- [Records provided]:
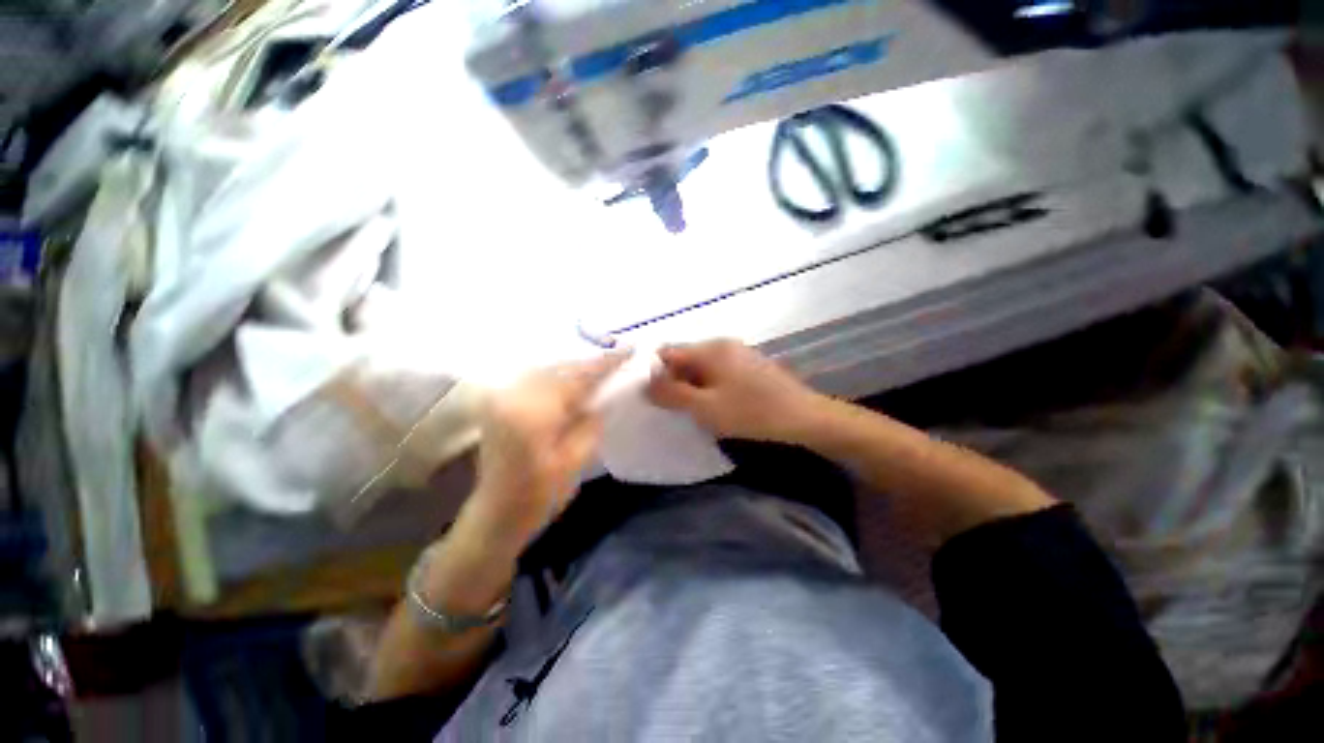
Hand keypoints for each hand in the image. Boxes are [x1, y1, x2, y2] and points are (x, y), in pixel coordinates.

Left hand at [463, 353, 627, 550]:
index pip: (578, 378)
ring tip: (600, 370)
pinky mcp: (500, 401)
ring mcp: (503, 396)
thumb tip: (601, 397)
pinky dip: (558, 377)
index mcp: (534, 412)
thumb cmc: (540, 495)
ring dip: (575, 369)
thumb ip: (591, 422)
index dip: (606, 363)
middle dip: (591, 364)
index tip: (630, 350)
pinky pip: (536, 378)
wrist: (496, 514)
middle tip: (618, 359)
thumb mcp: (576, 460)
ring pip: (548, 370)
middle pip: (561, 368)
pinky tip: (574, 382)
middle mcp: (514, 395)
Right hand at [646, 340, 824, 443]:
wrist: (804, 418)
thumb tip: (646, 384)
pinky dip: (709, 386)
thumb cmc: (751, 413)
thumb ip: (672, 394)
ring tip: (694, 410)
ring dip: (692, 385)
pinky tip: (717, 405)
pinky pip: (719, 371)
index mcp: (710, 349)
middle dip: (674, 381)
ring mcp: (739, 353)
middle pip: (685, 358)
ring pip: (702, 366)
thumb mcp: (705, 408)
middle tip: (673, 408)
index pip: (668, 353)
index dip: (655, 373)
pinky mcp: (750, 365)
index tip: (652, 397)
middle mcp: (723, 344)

---

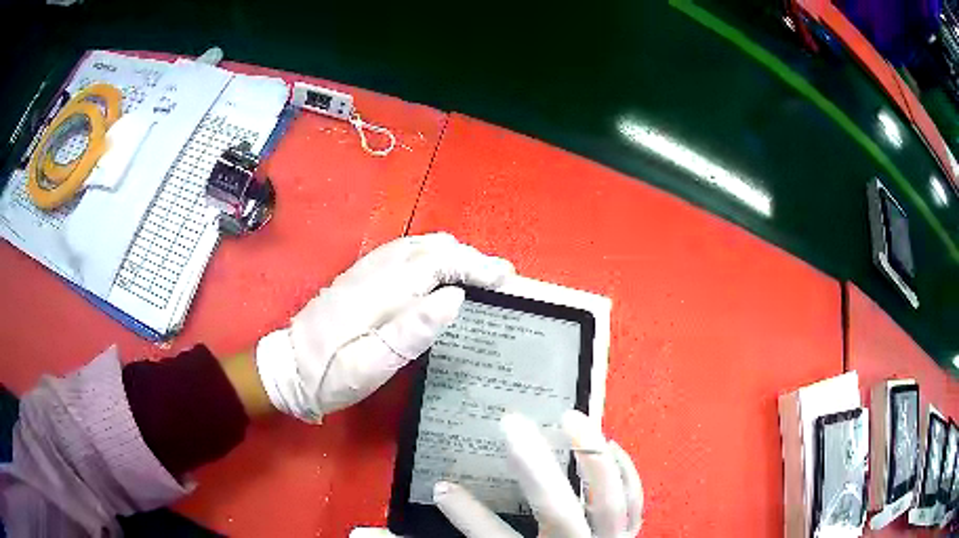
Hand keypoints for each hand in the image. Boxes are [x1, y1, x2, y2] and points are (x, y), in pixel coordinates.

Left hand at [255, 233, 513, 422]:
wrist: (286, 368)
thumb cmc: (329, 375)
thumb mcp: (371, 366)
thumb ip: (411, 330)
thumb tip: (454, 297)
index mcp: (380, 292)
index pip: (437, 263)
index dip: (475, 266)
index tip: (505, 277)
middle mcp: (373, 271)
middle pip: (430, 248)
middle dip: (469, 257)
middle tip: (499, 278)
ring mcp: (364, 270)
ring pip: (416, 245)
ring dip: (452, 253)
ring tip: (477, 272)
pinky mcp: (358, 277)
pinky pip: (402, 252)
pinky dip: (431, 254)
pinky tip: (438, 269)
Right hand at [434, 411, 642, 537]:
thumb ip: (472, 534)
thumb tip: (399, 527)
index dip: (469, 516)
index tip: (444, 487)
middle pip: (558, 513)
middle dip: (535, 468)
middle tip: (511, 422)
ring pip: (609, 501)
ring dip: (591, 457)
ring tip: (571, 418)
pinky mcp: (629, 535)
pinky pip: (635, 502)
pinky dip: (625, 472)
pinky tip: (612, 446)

- [What to work on]: Find the line with "index tip: (444, 487)" in the entries above. Retype it and each line after it, exactly, through the line with "pinky tip: (612, 446)", and stop there.

- [Finished exercise]:
index tip: (444, 487)
middle pip: (558, 513)
middle dip: (535, 468)
middle tip: (511, 422)
ring pip: (609, 501)
ring dip: (591, 457)
ring tip: (571, 418)
pinky mcp: (629, 535)
pinky pip: (635, 502)
pinky dip: (625, 472)
pinky tip: (612, 446)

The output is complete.